Opening with ‘divided’, a mid-paced rocker that recalls Slash’s recent output with Myles Kennedy, DRN get off to a cracking start, dishing out a powerfully melodic and hopeful chorus that manages to lodge itself firmly within the cranium with just a single listen. At the song’s heart, of course, lies Dan’s vocals, still smooth as silk, whilst the layered harmonies of Brion James, Melvin Brannon II and Rob Daiker help to flesh things out nicely. Next up is the funky workout of ‘the brave’ which, with its driving bass and synth stabs, has hit single written all over it. The sort of track that would have dominated the radio for months on end, ‘the brave’ is destined to be a live favourite. Melvin Brannon II keeps the bass pumping on ‘infected’, a track that recalls Peter Gabriel’s gazillion-selling ‘So’ album with its deft mixing of radio-friendly hooks and artistic integrity. Next up is ‘champion’ a powerful ballad with depth and melody by the skip-full that allows the listener a moment to truly appreciate the stunning production on the album. The short ‘ignition’ segues directly into ‘give it love’ which announces its presence with drums that sound like holy thunder and this rounds out the album’s first half with a driving pop anthem that recalls latter day Genesis.
The second half of the album opens up with the sweet ballad ‘b there with u’ which, horrible text-speak aside, recalls the big pop hits of the eighties. It is, perhaps, a touch sickly for some and it certainly lacks the punch of other tracks on the album, but there’s no denying the emotion at its core. Fortunately, ‘save the world’ has a funky swagger that gets the blood pumping once more, whilst ‘eye of the storm’ is a pop-rock delight. Emerging from a swell of synth, ‘reunite’ has a nostalgic tone and plenty of pop muscle but the band can’t resist another ballad with the smooth bass and soulful overtones of ‘heaven’ recalling Massive Attack’s early excursions with Horace Andy. A brilliant track that showcases the best of the DRN, ‘Heaven is a late album highlight. A ‘sharp turn’ once again utilises classic synth sounds (think the burbling 303 sounds of the acid movement) to great effect before the album concludes with the inspirational ‘stand tall’, a track that sees the album out on a musical and lyrical high.

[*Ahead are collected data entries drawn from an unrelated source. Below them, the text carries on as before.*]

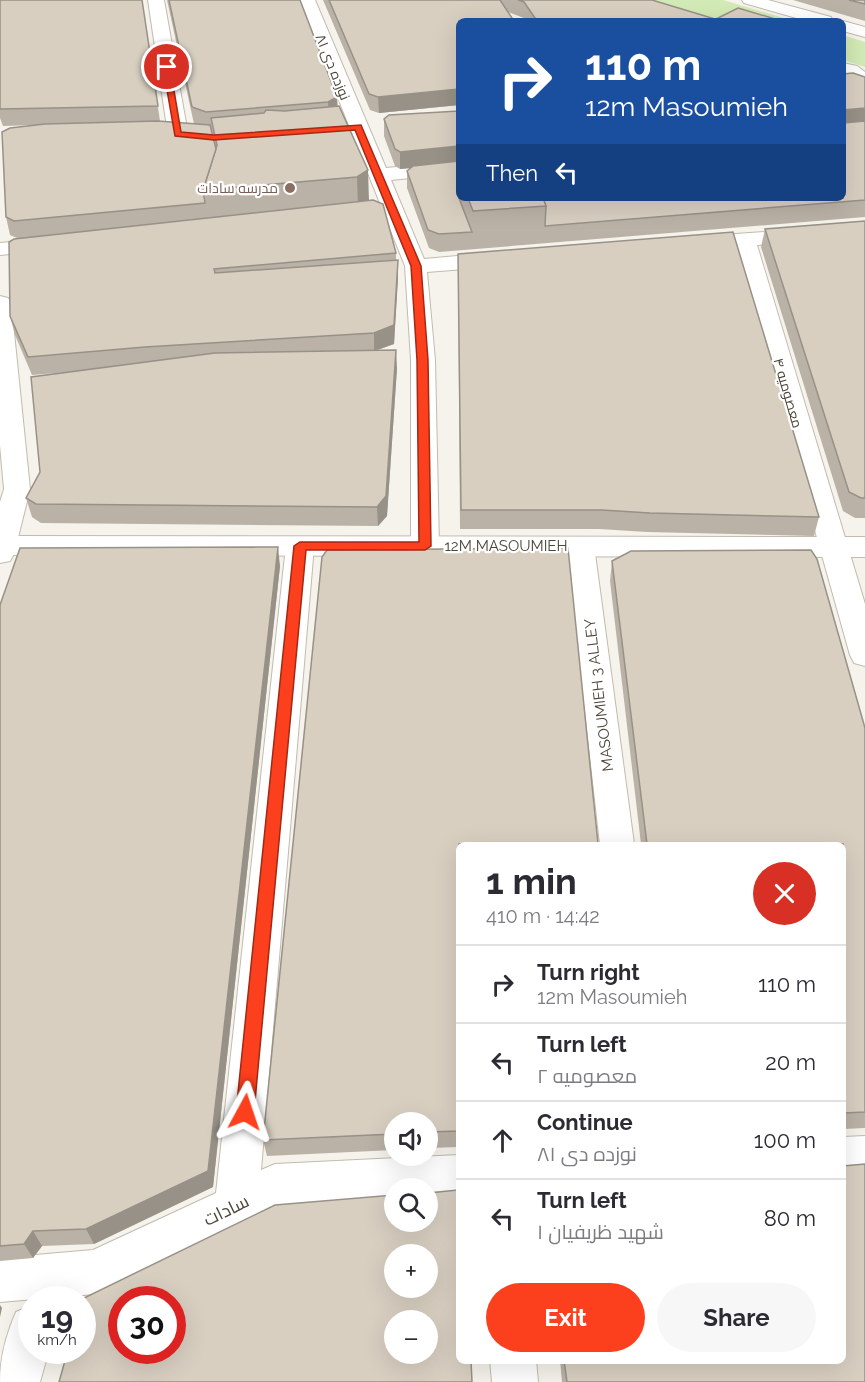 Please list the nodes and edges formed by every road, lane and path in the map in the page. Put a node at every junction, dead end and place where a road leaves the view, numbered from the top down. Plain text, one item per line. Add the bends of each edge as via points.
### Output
1 (156, 0) edge
2 (307, 0) edge
3 (750, 0) edge
4 (814, 18) edge
5 (846, 27) edge
6 (865, 32) edge
7 (846, 69) edge
8 (865, 82) edge
9 (846, 85) edge
10 (380, 125) dead end
11 (358, 127) junction
12 (336, 129) edge
13 (155, 134) edge
14 (456, 167) edge
15 (378, 175) junction
16 (392, 209) junction
17 (369, 211) edge
18 (865, 231) edge
19 (744, 239) junction
20 (71, 242) edge
21 (674, 245) edge
22 (0, 249) edge
23 (521, 258) edge
24 (416, 266) junction
25 (0, 303) edge
26 (300, 546) junction
27 (425, 546) junction
28 (580, 546) junction
29 (833, 547) junction
30 (865, 547) edge
31 (1, 549) edge
32 (865, 655) edge
33 (617, 842) edge
34 (865, 1156) edge
35 (846, 1157) edge
36 (456, 1176) edge
37 (236, 1206) junction
38 (0, 1280) edge
39 (32, 1286) edge
40 (49, 1286) edge
41 (22, 1364) edge
42 (513, 1364) edge
43 (17, 1382) edge
44 (515, 1382) edge

1 - 13 street via 187,135
2 - 11 street, نوزده دی ۸۱
3 - 4 street
5 - 6 street
7 - 8 street
8 - 9 street
10 - 11 street
11 - 12 street
11 - 15 street, نوزده دی ۸۱
14 - 15 street
15 - 16 street, نوزده دی ۸۱
16 - 17 street
16 - 24 street, نوزده دی ۸۱
18 - 19 street
19 - 21 street
19 - 29 street, معصومیه ۴
20 - 22 street
23 - 24 street
24 - 27 street, نوزده دی ۸۱ via 411,360
25 - 31 street via 19,381 17,489
26 - 27 street, 12M MASOUMIEH
26 - 31 street, 12M MASOUMIEH
26 - 37 street
27 - 28 street, 12M MASOUMIEH
28 - 29 street, 12M MASOUMIEH
28 - 33 street, MASOUMIEH 3 ALLEY
29 - 30 street, 12M MASOUMIEH
29 - 32 street, معصومیه ۴
34 - 35 street
36 - 37 street, سادات via 275,1185
37 - 40 street, سادات via 95,1272
38 - 39 street, سادات
41 - 43 street
42 - 44 street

Few artists are capable of balancing the tight rope that crosses the gulf between commercial music and art, all too often falling too heavily on the side of commerce and ending up a shadow of their former selves. Of the artists that have succeeded, the name Peter Gabriel most readily springs to mind and, like Peter, Den Reed steadfastly refuses to adhere to any one genre, offering up rock, funk, soul and more in a beguiling package that is as memorable as it is endlessly listenable. Like Peter Gabriel, also, Dan has surrounded himself with a team of musicians who are at the peak of their powers and the musicianship across the album is faultless, as is the production which is, truth be told, stunning throughout. This is pop music as it’s meant to be – played with heart and soul by flesh and blood musicians and you can imagine how easily the album will come to life in the live environment. ‘Fight another day’ is a life-affirming album that will brighten even the dullest day with its taut rhythms, soulful vocals and hope-filled outlook. A most welcome return.